Records for processing
Start of Block

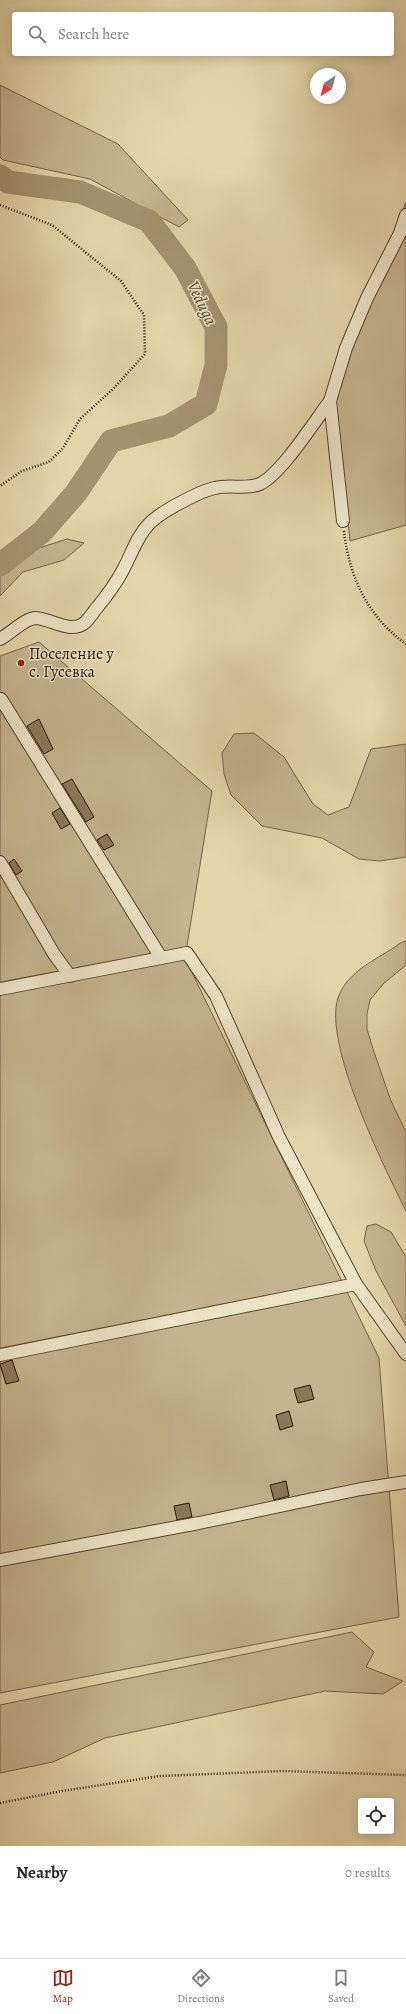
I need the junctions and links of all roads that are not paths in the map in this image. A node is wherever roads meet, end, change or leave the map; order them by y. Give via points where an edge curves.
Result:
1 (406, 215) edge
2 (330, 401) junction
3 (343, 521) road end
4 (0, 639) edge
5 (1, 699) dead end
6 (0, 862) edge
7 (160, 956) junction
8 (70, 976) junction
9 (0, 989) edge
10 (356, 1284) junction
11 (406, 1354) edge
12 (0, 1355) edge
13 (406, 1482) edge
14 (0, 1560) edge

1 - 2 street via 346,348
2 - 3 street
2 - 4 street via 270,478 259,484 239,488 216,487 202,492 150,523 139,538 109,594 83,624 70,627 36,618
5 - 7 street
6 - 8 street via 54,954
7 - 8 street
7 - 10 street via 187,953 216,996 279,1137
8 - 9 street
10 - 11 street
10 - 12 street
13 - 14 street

End of Block

Task to complete
From the first line to the last, retype the data exactly, without images.

Answer for the task
I need the junctions and links of all roads that are not paths in the map in this image. A node is wherever roads meet, end, change or leave the map; order them by y. Give via points where an edge curves.
Result:
1 (406, 215) edge
2 (330, 401) junction
3 (343, 521) road end
4 (0, 639) edge
5 (1, 699) dead end
6 (0, 862) edge
7 (160, 956) junction
8 (70, 976) junction
9 (0, 989) edge
10 (356, 1284) junction
11 (406, 1354) edge
12 (0, 1355) edge
13 (406, 1482) edge
14 (0, 1560) edge

1 - 2 street via 346,348
2 - 3 street
2 - 4 street via 270,478 259,484 239,488 216,487 202,492 150,523 139,538 109,594 83,624 70,627 36,618
5 - 7 street
6 - 8 street via 54,954
7 - 8 street
7 - 10 street via 187,953 216,996 279,1137
8 - 9 street
10 - 11 street
10 - 12 street
13 - 14 street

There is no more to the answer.